The aim of this study is to understand the behavior of mineral particles in concentrated electrolyte solutions using surface force techniques. To this end there are two significant challenges.
1) The first challenge relates to the type of surface forces that dominate at high electrolyte concentration. They are very short in range and poorly understood theoretically, but it is known that they are related to the solvation of the surface layer of a material or ions adsorbed to that layer, hence they are called solvation or in aqueous solutions hydration forces.
2) The second challenge is to prepare surfaces that are suitable for investigation by surface force measurement techniques and is intimately related to the first challenge as the very short range over which hydration forces operate requires that surface roughness is controlled at a level comparable to or less than the range of the hydration forces.

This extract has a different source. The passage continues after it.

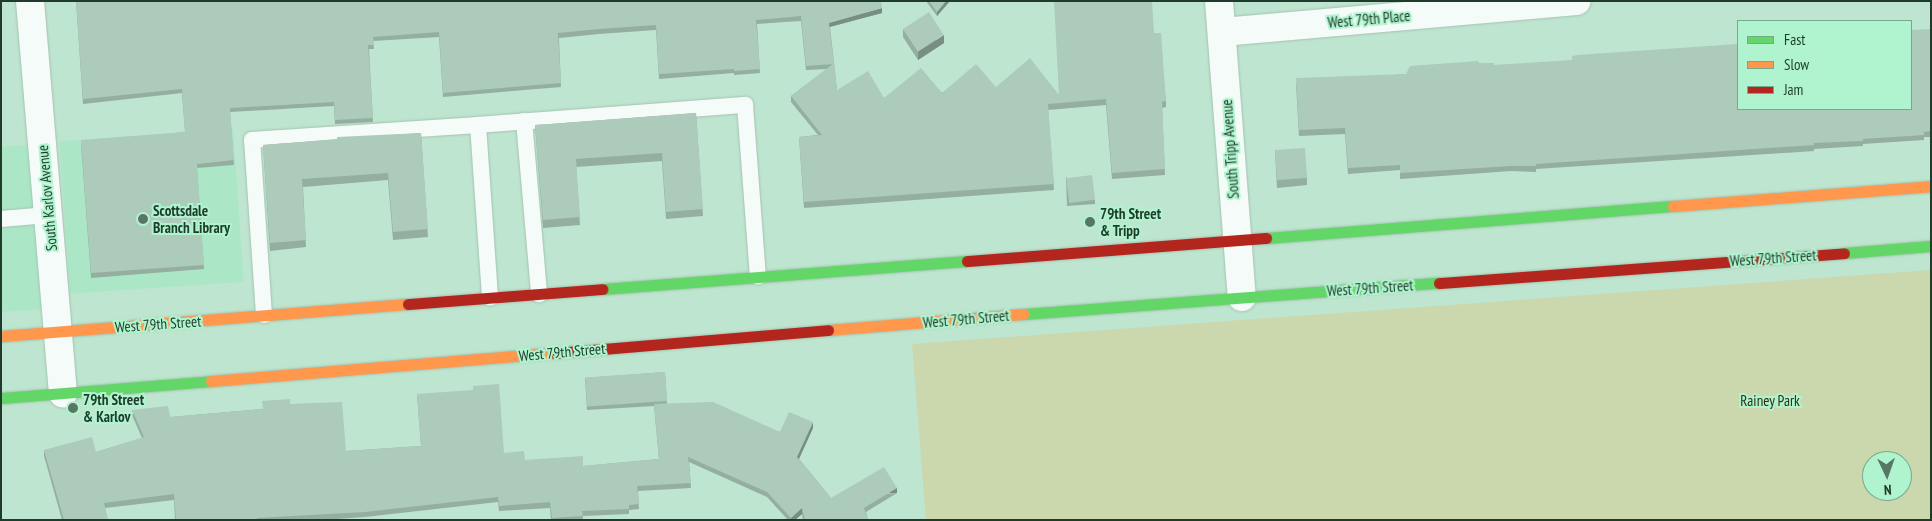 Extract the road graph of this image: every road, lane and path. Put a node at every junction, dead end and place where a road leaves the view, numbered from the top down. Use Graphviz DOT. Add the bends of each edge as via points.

Therefore much effort has concentrated on acquiring or producing suitable surfaces for investigation. With silica surfaces this has not posed any significant challenge but other surfaces have not met with success. To this end we have purchased an Atomic Layer Deposition system that will enable us to deposit materials that mimic the mineral surface of interest onto silica surfaces. This instrument has now arrived and been installed in our laboratory. However there have been considerable delays in the arrival of the precursor chemicals, therefore we have not been able to use the instrument for the preparation of mineral like surfaces to date. These chemicals have now just arrived and we can now proceed. We have continued to develop the photon pressure technique but we do not present any new data relevant to this study here as measurements using the photon pressure technique require ultra-smooth surfaces and we have already presented data on silica surfaces the only surfaces that have been sufficiently smooth for this use up to this time. These surfaces will now be available to us with the arrival of the precursor chemicals for the ALD system.